## YOUR TASK
In the data below, find every line with the string "points" and pull it out.

## PROVIDED RECORDS
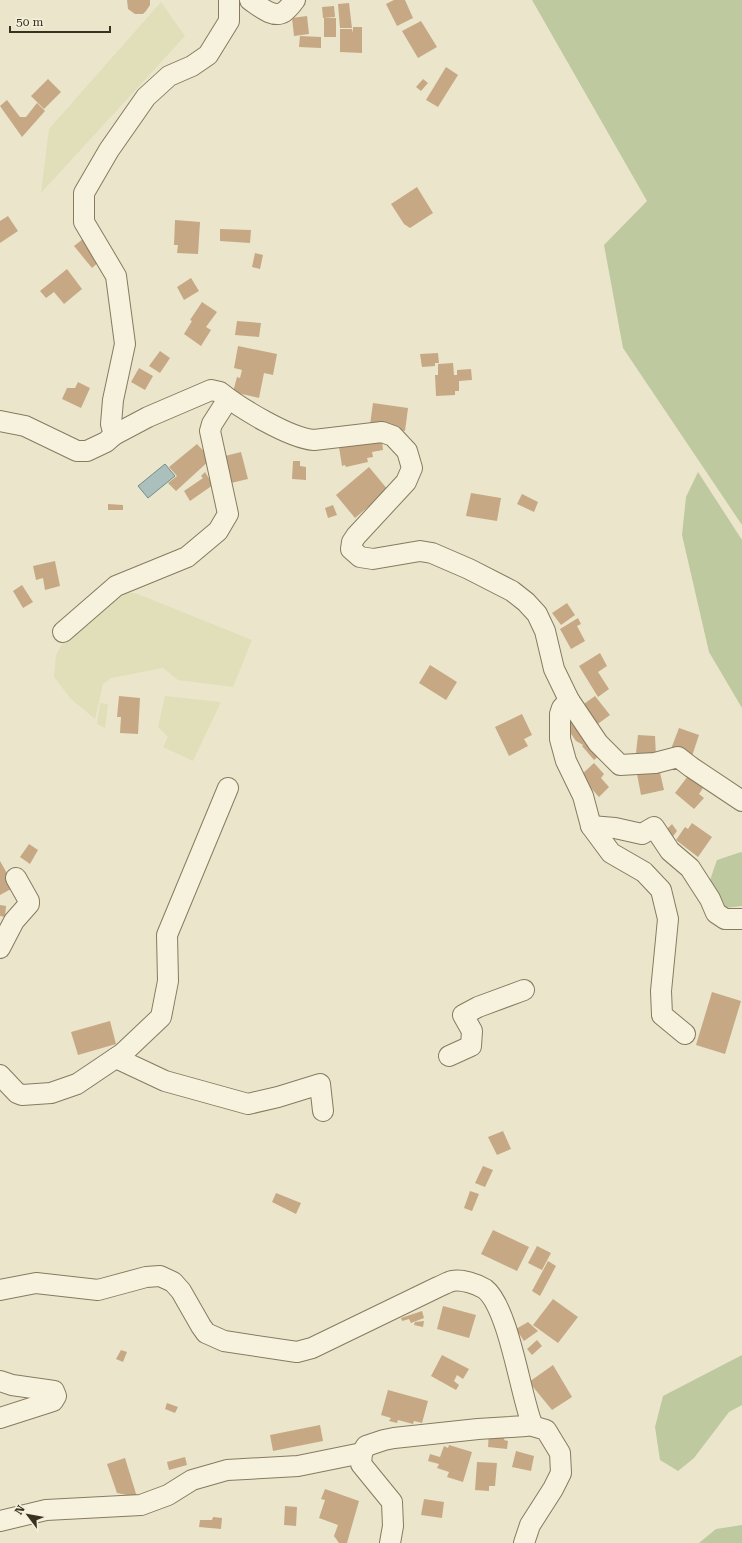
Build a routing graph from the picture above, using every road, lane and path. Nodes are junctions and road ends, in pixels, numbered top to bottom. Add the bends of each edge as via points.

---

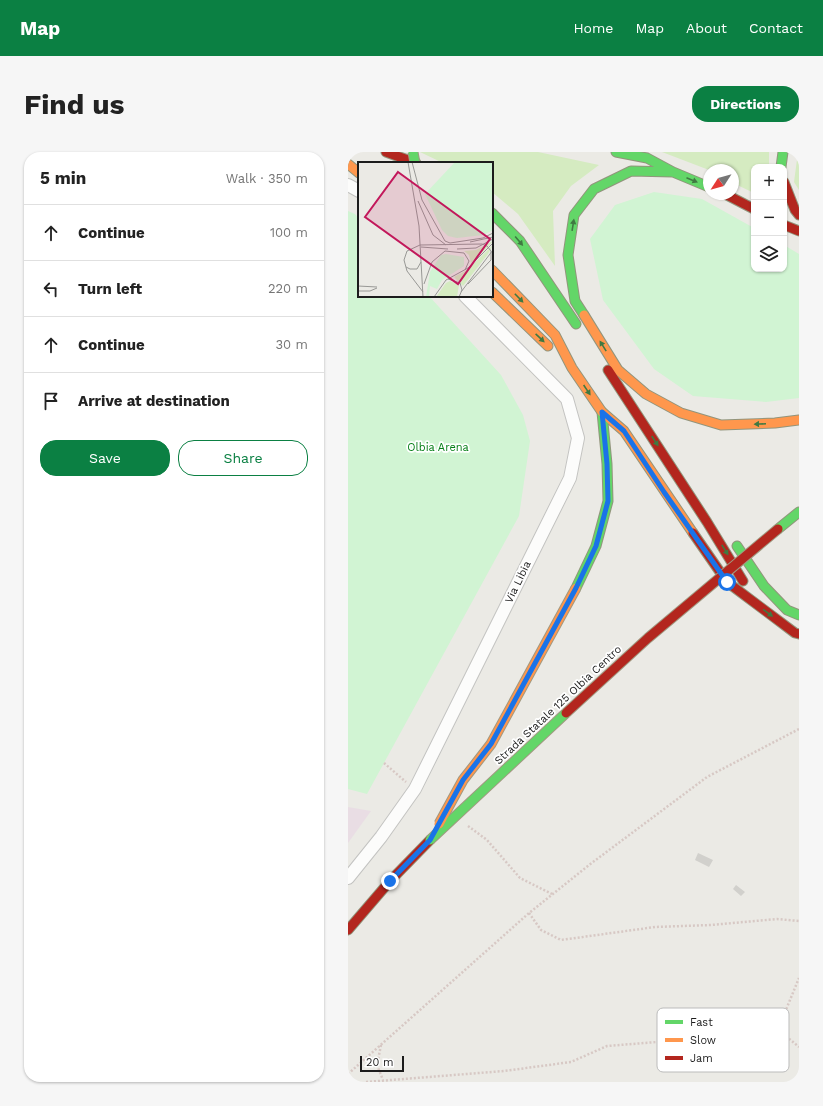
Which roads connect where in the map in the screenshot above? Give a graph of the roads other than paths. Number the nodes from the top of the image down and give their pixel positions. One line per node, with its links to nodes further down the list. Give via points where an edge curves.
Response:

---

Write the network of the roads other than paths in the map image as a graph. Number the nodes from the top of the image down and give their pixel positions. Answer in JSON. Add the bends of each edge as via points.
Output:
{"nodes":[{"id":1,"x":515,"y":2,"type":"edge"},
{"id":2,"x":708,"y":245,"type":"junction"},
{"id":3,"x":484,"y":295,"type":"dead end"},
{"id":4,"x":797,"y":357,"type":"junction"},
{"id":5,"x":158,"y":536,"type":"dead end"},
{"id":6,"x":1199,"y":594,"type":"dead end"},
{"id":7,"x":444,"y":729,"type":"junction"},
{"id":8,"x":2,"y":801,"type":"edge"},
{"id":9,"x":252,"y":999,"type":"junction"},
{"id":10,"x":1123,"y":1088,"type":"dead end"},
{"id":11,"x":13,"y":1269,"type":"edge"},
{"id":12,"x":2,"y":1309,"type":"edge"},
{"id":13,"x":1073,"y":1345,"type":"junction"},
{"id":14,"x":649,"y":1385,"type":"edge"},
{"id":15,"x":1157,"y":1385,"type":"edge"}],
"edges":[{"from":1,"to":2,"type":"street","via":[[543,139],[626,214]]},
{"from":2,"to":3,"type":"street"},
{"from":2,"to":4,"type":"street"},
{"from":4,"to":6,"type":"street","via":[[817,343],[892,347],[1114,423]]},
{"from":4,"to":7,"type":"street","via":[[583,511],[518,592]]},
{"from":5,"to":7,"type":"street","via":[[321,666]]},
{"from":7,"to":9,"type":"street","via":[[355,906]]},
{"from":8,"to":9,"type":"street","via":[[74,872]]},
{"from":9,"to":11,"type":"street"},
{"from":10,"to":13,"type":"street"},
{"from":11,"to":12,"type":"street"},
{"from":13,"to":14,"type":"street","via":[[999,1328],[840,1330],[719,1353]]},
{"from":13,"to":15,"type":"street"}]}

## OUTPUT BELOW
Build a routing graph from the picture above, using every road, lane and path. Nodes are junctions and road ends, in pixels, numbered top to bottom. Add the bends of each edge as via points.
Which roads connect where in the map in the screenshot above? Give a graph of the roads other than paths. Number the nodes from the top of the image down and give their pixel positions. One line per node, with its links to nodes further down the list. Give via points where an edge curves.
Write the network of the roads other than paths in the map image as a graph. Number the nodes from the top of the image down and give their pixel positions. Answer in JSON. Add the bends of each edge as via points.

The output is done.